Tancos rebenta na campanha eleitoral

Nota à la Minuta
Sexta-feira, 27 Setembro 2019
Tancos rebenta na campanha eleitoral
  • Alberto Magalhães

 

 

Azeredo Lopes começou por ser um enorme erro de casting para o Ministério da Defesa. Para piorar a situação, nomeou para Chefe do Estado-Maior do Exército o general Rovisco Duarte, que castigou e descastigou os comandantes de Tancos e acabou mostrando-se desavergonhadamente incomodado na comissão de inquérito da Assembleia da República, alegando não saber o que estava ali a fazer.

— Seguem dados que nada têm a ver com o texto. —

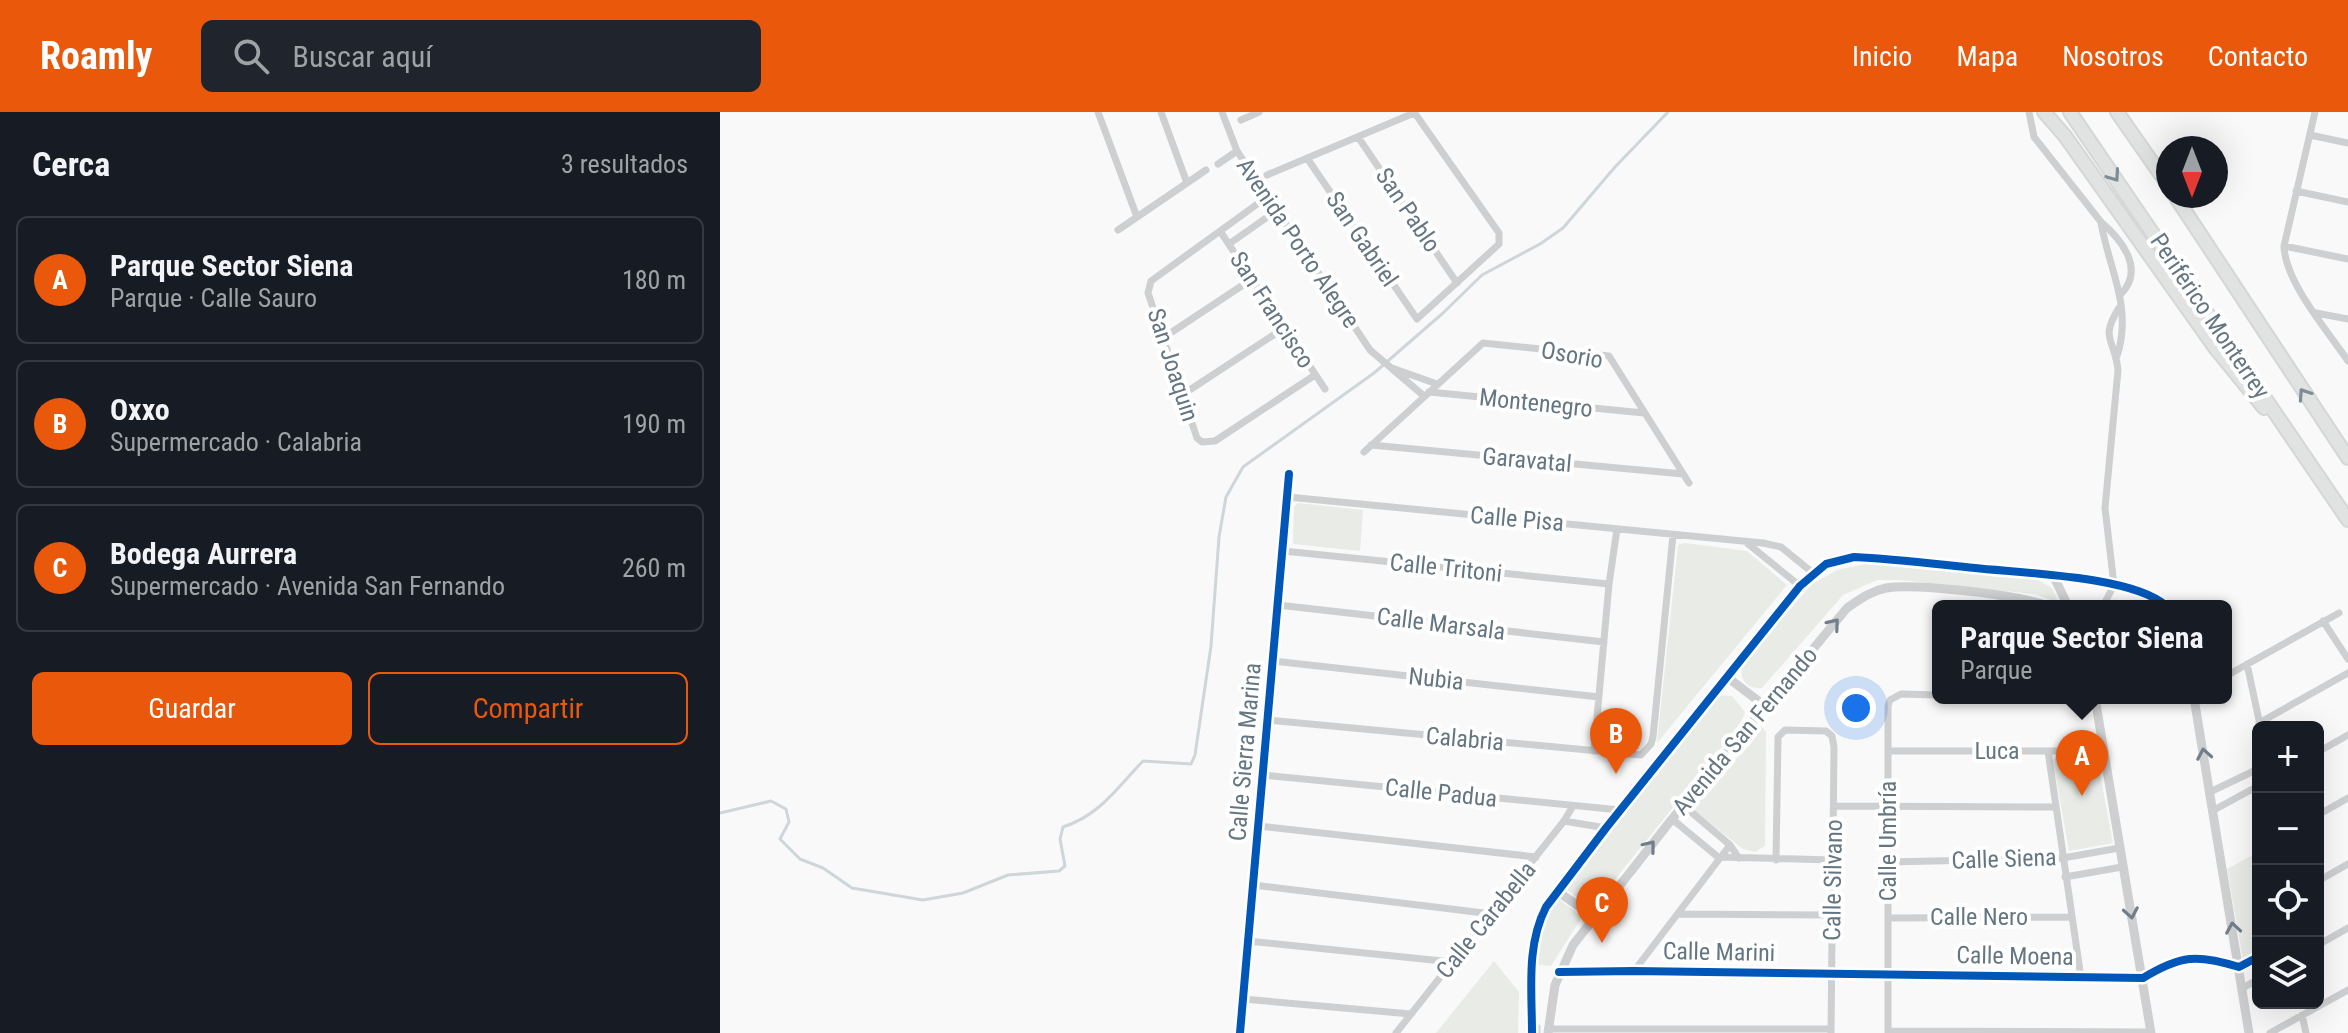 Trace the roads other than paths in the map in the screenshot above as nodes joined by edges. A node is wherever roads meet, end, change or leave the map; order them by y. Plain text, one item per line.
1 (1098, 112) edge
2 (1161, 112) edge
3 (1222, 112) edge
4 (1259, 112) edge
5 (1414, 112) edge
6 (2029, 112) edge
7 (2044, 112) edge
8 (2070, 112) edge
9 (2117, 112) edge
10 (2315, 112) edge
11 (1241, 120) dead end
12 (2310, 135) junction
13 (1358, 137) junction
14 (2348, 143) edge
15 (1237, 151) junction
16 (1307, 158) junction
17 (1218, 164) dead end
18 (2156, 168) edge
19 (1206, 170) dead end
20 (1267, 175) dead end
21 (1187, 183) junction
22 (2296, 191) junction
23 (1267, 197) junction
24 (2348, 202) edge
25 (2183, 208) edge
26 (1276, 211) junction
27 (1137, 217) junction
28 (2101, 222) junction
29 (1118, 230) dead end
30 (1220, 231) junction
31 (1229, 244) junction
32 (2284, 246) junction
33 (2348, 259) edge
34 (1252, 279) junction
35 (1457, 283) junction
36 (2121, 294) junction
37 (2119, 308) junction
38 (2316, 313) junction
39 (2348, 319) edge
40 (1284, 328) junction
41 (1163, 338) junction
42 (2117, 356) junction
43 (2348, 361) edge
44 (1386, 366) junction
45 (1315, 375) junction
46 (1437, 384) junction
47 (1325, 389) dead end
48 (1427, 394) junction
49 (1182, 395) junction
50 (1644, 413) junction
51 (1371, 445) junction
52 (1364, 452) dead end
53 (2348, 458) edge
54 (2315, 471) junction
55 (1289, 474) dead end
56 (1683, 474) junction
57 (1689, 483) dead end
58 (1288, 497) junction
59 (2348, 520) edge
60 (1617, 529) junction
61 (1673, 535) junction
62 (1747, 543) junction
63 (1283, 551) junction
64 (1813, 573) junction
65 (2054, 577) junction
66 (1609, 584) junction
67 (2114, 585) junction
68 (1800, 586) junction
69 (2024, 600) edge
70 (2065, 600) edge
71 (2106, 600) edge
72 (2156, 600) edge
73 (1278, 605) junction
74 (2339, 613) dead end
75 (2323, 621) junction
76 (1604, 642) junction
77 (2348, 659) edge
78 (1273, 661) junction
79 (2247, 664) junction
80 (2232, 673) edge
81 (2348, 673) edge
82 (1727, 677) junction
83 (1932, 695) edge
84 (1599, 697) junction
85 (2096, 704) edge
86 (2195, 704) edge
87 (1765, 706) junction
88 (1268, 720) junction
89 (2259, 721) edge
90 (2267, 721) edge
91 (2348, 735) edge
92 (2324, 749) edge
93 (1594, 751) junction
94 (1889, 751) junction
95 (2048, 751) junction
96 (2104, 751) junction
97 (2252, 772) edge
98 (1263, 775) junction
99 (2252, 789) edge
100 (2210, 792) junction
101 (2348, 798) edge
102 (1573, 806) junction
103 (1684, 806) junction
104 (1834, 806) junction
105 (2056, 807) junction
106 (1889, 808) junction
107 (1620, 810) junction
108 (2214, 810) junction
109 (2324, 812) edge
110 (1672, 819) junction
111 (1564, 821) junction
112 (1258, 826) junction
113 (1606, 828) junction
114 (1730, 845) junction
115 (2119, 848) junction
116 (1536, 857) junction
117 (1718, 857) junction
118 (1739, 858) junction
119 (2063, 858) junction
120 (1776, 860) junction
121 (1833, 860) junction
122 (1889, 862) junction
123 (2348, 864) edge
124 (2122, 867) junction
125 (2065, 877) junction
126 (2324, 878) edge
127 (1253, 885) junction
128 (1557, 891) junction
129 (1492, 914) junction
130 (1678, 914) junction
131 (1832, 915) junction
132 (1594, 917) junction
133 (2071, 917) junction
134 (1888, 918) junction
135 (2348, 928) edge
136 (1248, 941) junction
137 (2324, 942) edge
138 (2252, 960) edge
139 (1452, 962) junction
140 (2239, 967) junction
141 (1634, 971) junction
142 (1559, 972) junction
143 (1832, 973) junction
144 (1887, 974) junction
145 (2081, 978) junction
146 (2143, 978) junction
147 (2252, 983) edge
148 (2243, 988) junction
149 (2348, 990) edge
150 (1243, 999) junction
151 (1411, 1014) junction
152 (2302, 1015) junction
153 (1548, 1031) edge
154 (1606, 1031) edge
155 (1662, 1031) edge
156 (1717, 1031) edge
157 (1774, 1031) edge
158 (1831, 1031) edge
159 (1888, 1032) edge
160 (1943, 1032) edge
161 (1999, 1032) edge
162 (2055, 1032) edge
163 (2111, 1032) edge
164 (2150, 1032) edge
165 (1240, 1033) edge
166 (1396, 1033) edge
167 (1532, 1033) edge
168 (2249, 1033) edge
169 (2270, 1033) edge
170 (2305, 1033) edge

1 - 27 street
2 - 21 street
3 - 15 street, Avenida Porto Alegre
4 - 11 street
5 - 13 street
5 - 35 street
6 - 28 street
7 - 54 highway
8 -> 54 highway, Periférico Monterrey
9 - 18 highway
10 - 12 street
12 - 14 street
12 - 22 street
13 - 16 street
13 - 35 street, San Pablo
15 - 17 street
15 - 23 street, Avenida Porto Alegre
16 - 20 street
16 - 35 street, San Gabriel
19 - 21 street
21 - 27 street
22 - 24 street
22 - 32 street
23 - 26 street, Avenida Porto Alegre
23 - 30 street
53 -> 25 highway, Periférico Monterrey
26 - 31 street
26 - 44 street, Avenida Porto Alegre
27 - 29 street
28 - 36 street
28 - 36 street
30 - 31 street, San Francisco
30 - 41 street, San Joaquin
31 - 34 street, San Francisco
32 - 33 street
32 - 38 street
34 - 40 street, San Francisco
34 - 41 street
36 - 37 street
37 - 42 street
37 - 42 street
38 - 39 street
38 - 43 street
40 - 45 street, San Francisco
40 - 49 street
41 - 49 street, San Joaquin
42 - 67 street
44 - 46 street
44 - 48 street, Avenida Porto Alegre
45 - 47 street, San Francisco
45 - 49 street, San Joaquin
46 - 48 street
46 - 50 street, Osorio
48 - 50 street, Montenegro
48 - 51 street
50 - 56 street, Osorio
51 - 52 street
51 - 56 street, Garavatal
54 - 59 highway, Periférico Monterrey
55 - 58 street, Calle Sierra Marina
56 - 57 street, Osorio
58 - 60 street, Calle Pisa
58 - 63 street, Calle Sierra Marina
60 - 61 street, Calle Pisa
60 - 66 street
61 - 62 street, Calle Pisa
61 - 93 street, Calabria
62 - 64 street, Calle Pisa
62 - 68 street
63 - 66 street, Calle Tritoni
63 - 73 street, Calle Sierra Marina
64 - 65 street, Avenida San Fernando
64 - 68 street, Avenida San Fernando
65 - 67 street, Avenida San Fernando
65 - 70 street
66 - 76 street
67 - 71 street
67 - 72 street, Avenida San Fernando
68 - 82 street, Avenida San Fernando
87 -> 69 street, Avenida San Fernando
73 - 76 street, Calle Marsala
73 - 78 street, Calle Sierra Marina
74 - 75 street
75 - 77 street
75 - 79 street
76 - 84 street
78 - 84 street, Nubia
78 - 88 street, Calle Sierra Marina
79 - 80 street
79 - 89 street
81 - 90 street
82 - 87 street
82 - 107 street, Avenida San Fernando
83 - 94 street, Calle Umbría
84 - 93 street
85 - 96 street
100 -> 86 street
87 - 103 street, Avenida San Fernando
88 - 93 street, Calabria
88 - 98 street, Calle Sierra Marina
91 - 92 street
94 - 95 street, Luca
94 - 106 street, Calle Umbría
95 - 96 street, Luca
95 - 105 street
96 - 115 street
97 - 100 street
98 - 102 street, Calle Padua
98 - 112 street, Calle Sierra Marina
99 - 108 street
100 - 108 street
101 - 109 street
102 - 107 street, Calle Padua
102 - 111 street, Calle Carabella
103 - 110 street, Avenida San Fernando
103 - 114 street
104 - 106 street
104 - 120 street, Calle Silvano
104 - 121 street, Calle Silvano
105 - 106 street
105 - 119 street
106 - 122 street, Calle Umbría
107 - 113 street, Avenida San Fernando
140 -> 108 street
110 - 117 street
132 -> 110 street, Avenida San Fernando
111 - 113 street
111 - 116 street, Calle Carabella
112 - 116 street
112 - 127 street, Calle Sierra Marina
113 - 128 street, Avenida San Fernando
114 - 117 street
114 - 118 street
115 - 119 street, Calle Siena
115 - 124 street
116 - 129 street, Calle Carabella
117 - 118 street
117 - 130 street
118 - 120 street
119 - 122 street, Calle Siena
119 - 125 street
120 - 121 street
121 - 131 street, Calle Silvano
122 - 134 street, Calle Umbría
123 - 126 street
124 - 125 street, Calle Siena
124 -> 146 street
125 - 133 street
127 - 129 street
127 - 136 street, Calle Sierra Marina
128 - 132 street
128 - 167 street, Avenida San Fernando
129 - 139 street, Calle Carabella
130 - 131 street
130 - 141 street
131 - 143 street, Calle Silvano
132 - 142 street, Avenida San Fernando
133 - 134 street, Calle Nero
133 - 145 street
134 - 144 street, Calle Umbría
135 - 137 street
136 - 139 street
136 - 150 street, Calle Sierra Marina
138 - 140 street
139 - 151 street, Calle Carabella
140 - 146 street
140 - 148 street
141 - 142 street, Calle Marini
141 - 143 street, Calle Marini
142 - 153 street, Avenida San Fernando
143 - 144 street, Calle Marini
143 - 158 street, Calle Silvano
144 - 145 street, Calle Moena
144 - 159 street, Calle Umbría
145 - 146 street, Calle Moena
146 - 164 street
147 - 148 street
148 - 168 street
149 - 152 street
150 - 151 street
150 - 165 street, Calle Sierra Marina
151 - 166 street, Calle Carabella
152 - 169 street
152 - 170 street
153 - 154 street
154 - 155 street
155 - 156 street
156 - 157 street
157 - 158 street
159 - 160 street
160 - 161 street
161 - 162 street
162 - 163 street
163 - 164 street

A demissão de Azeredo Lopes, em Outubro passado, pecou por tardia. A facilidade com que foi assaltado o paiol de Tancos deveria ter sido suficiente para fazer rolar a cabeça do general Rovisco Pais e do ministro da Defesa. O rocambolesco episódio da recuperação do material furtado deveria ter bastado para alertar o primeiro-ministro para a insustentabilidade da situação. António Costa, preferiu manifestar total confiança no seu ministro.

Uma coisa é certa. A confirmar-se o teor dos sms trocados entre Azeredo Lopes e um deputado socialista, membro da comissão de inquérito, será muito difícil ao ex-ministro defender-se da acusação de ter mentido aos deputados e, no fundo, ao país inteiro.

Entretanto, ontem, Rui Rio, perante a divulgação da acusação do Ministério Público, não resistiu e tratou de convocar uma conferência de imprensa para proceder ao que ele próprio, há dias, num debate, chamou de “julgamento de tabacaria”. Pela boca morre o peixe.